For our existing laptops the user would normally get a message indicating
that the PC can't access the server copy of their roaming profile, and the
login would then proceed with their cached profile.

Why does the login sequence not recognise immediately that it is offline and
skip trying to reach the server for the user's roaming profile?

Is there a registry setting we need to change on the laptop?
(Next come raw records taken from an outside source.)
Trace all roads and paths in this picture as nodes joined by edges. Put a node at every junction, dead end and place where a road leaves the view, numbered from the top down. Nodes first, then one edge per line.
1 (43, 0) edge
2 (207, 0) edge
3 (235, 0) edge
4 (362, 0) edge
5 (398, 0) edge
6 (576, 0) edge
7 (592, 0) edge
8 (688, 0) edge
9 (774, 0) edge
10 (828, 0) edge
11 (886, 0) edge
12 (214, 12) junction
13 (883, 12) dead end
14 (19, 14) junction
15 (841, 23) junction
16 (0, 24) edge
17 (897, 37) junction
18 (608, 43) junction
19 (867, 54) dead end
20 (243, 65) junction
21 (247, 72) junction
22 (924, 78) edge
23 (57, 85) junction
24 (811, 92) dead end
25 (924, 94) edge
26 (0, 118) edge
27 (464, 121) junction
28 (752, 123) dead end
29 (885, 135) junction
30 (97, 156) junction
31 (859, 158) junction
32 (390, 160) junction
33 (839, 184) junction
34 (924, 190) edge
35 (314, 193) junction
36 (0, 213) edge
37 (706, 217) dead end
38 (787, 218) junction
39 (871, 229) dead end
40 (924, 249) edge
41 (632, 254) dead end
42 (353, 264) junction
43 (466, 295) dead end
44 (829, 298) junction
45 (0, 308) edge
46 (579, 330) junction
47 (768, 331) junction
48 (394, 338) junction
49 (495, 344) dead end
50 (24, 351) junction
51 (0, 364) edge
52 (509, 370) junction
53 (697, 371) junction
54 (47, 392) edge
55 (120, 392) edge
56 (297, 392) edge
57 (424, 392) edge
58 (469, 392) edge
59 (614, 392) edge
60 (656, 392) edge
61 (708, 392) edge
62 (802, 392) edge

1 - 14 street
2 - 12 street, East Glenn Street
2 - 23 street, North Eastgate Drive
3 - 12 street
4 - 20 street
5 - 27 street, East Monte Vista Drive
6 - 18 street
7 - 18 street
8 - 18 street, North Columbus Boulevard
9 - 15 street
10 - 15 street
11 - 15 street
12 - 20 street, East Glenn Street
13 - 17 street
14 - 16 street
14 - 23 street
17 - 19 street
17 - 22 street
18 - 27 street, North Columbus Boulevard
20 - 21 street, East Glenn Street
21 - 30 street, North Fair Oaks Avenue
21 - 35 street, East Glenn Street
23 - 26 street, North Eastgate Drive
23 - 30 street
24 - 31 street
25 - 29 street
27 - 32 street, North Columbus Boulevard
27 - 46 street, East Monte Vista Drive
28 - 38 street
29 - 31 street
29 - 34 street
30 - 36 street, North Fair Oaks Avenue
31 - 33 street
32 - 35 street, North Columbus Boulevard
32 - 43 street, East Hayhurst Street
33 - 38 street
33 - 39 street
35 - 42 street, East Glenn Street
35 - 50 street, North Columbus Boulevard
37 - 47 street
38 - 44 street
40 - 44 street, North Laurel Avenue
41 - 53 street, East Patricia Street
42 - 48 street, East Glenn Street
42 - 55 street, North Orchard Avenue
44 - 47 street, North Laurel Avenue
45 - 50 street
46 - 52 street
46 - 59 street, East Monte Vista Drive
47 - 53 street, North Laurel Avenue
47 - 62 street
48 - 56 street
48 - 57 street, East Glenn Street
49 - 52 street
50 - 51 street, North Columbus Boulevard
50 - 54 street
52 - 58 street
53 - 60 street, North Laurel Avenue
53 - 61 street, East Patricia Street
Given that we don't have this issue on our other laptops, it seems most
probable that it is related just to these two laptops, so I'm theorising that
it must be something local to each.

The laptops are running WinXP SP2.

Hoping someone can shed some light on this frustrating problem.

Thanks & regards,
Innes (NZ)

Such long logon times are in most cases the result of inappropriate
DNS settings. This causes the machine to look far and wide when
attempting to locate the validating server.
 
G

Guest

Thanks for the suggestion. What I don't understand is why when there is no
network connectivity does it take so long to decide no server is accessible.
I'll recheck the DNS configuration on the laptops, but I'm fairly certain
they have been set up using our standard process which has always worked in
the past.

Innes (NZ)
 
M

Malke

Innes said:
Thanks for the suggestion. What I don't understand is why when there
is no network connectivity does it take so long to decide no server is
accessible. I'll recheck the DNS configuration on the laptops, but I'm
fairly certain they have been set up using our standard process which
has always worked in the past.
(snippage)

My guess would be that if your DNS is right (workstations looking only
to the server for DNS, the server looking to itself with forwarders set
for Internet access), then perhaps your workstations are looking for a
network resource (ex. printer, mapped drive) that no longer exists and
then continuing their logon after the process times out.

Malke
 
G

Guest

After some more testing I have discovered that this problem is triggered by
logging on to the laptop with any account that is a member of the Domain
Admin group.
I've successfully had the usual message about not being able to find the
server to load the users roaming profile when the only users that have logged
on after rebuilding the PC are vanilla domain users. Once any domain admin,
whether set up for a roaming or local profile logs on to the PC, any
subsequent roaming user that logs on without a network connection will get
the 20 minute "Loading your personal settings ..." delay.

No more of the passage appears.